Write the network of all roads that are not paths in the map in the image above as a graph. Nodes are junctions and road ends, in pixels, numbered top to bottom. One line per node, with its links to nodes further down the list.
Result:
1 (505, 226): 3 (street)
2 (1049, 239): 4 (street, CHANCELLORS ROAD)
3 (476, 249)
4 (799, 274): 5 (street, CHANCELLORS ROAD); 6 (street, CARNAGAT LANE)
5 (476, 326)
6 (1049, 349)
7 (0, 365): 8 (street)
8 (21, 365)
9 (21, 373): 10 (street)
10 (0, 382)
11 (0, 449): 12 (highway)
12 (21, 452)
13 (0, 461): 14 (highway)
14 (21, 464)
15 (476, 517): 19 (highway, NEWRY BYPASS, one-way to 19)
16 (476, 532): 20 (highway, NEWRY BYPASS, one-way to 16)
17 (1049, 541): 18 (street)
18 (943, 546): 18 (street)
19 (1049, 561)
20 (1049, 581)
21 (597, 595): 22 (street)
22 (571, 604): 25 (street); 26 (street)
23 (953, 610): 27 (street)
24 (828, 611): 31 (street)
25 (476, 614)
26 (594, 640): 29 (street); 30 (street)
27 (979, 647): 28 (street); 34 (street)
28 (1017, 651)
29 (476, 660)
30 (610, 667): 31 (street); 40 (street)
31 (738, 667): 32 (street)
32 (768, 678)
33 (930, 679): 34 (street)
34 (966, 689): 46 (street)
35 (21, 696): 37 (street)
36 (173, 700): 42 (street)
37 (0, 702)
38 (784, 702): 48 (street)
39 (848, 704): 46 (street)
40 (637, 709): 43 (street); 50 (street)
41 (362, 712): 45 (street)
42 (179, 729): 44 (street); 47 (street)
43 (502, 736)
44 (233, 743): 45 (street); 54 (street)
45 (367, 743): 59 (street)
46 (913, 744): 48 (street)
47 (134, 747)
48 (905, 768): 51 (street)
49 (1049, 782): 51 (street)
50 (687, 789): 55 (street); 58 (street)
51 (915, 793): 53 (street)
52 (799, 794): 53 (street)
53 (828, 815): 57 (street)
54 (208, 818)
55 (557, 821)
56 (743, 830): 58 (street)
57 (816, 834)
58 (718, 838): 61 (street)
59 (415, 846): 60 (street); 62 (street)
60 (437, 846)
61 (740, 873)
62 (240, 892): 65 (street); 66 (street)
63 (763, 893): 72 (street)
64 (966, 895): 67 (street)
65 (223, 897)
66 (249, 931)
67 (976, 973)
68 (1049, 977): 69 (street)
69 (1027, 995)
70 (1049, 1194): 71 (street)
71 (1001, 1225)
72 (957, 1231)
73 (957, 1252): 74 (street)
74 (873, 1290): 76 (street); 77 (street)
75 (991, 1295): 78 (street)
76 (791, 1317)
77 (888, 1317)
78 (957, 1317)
※ ※ ※
** ASSIGNMENT **
Search the entries for the word "BYPASS", then list each line that holds it.

** REPLY **
15 (476, 517): 19 (highway, NEWRY BYPASS, one-way to 19)
16 (476, 532): 20 (highway, NEWRY BYPASS, one-way to 16)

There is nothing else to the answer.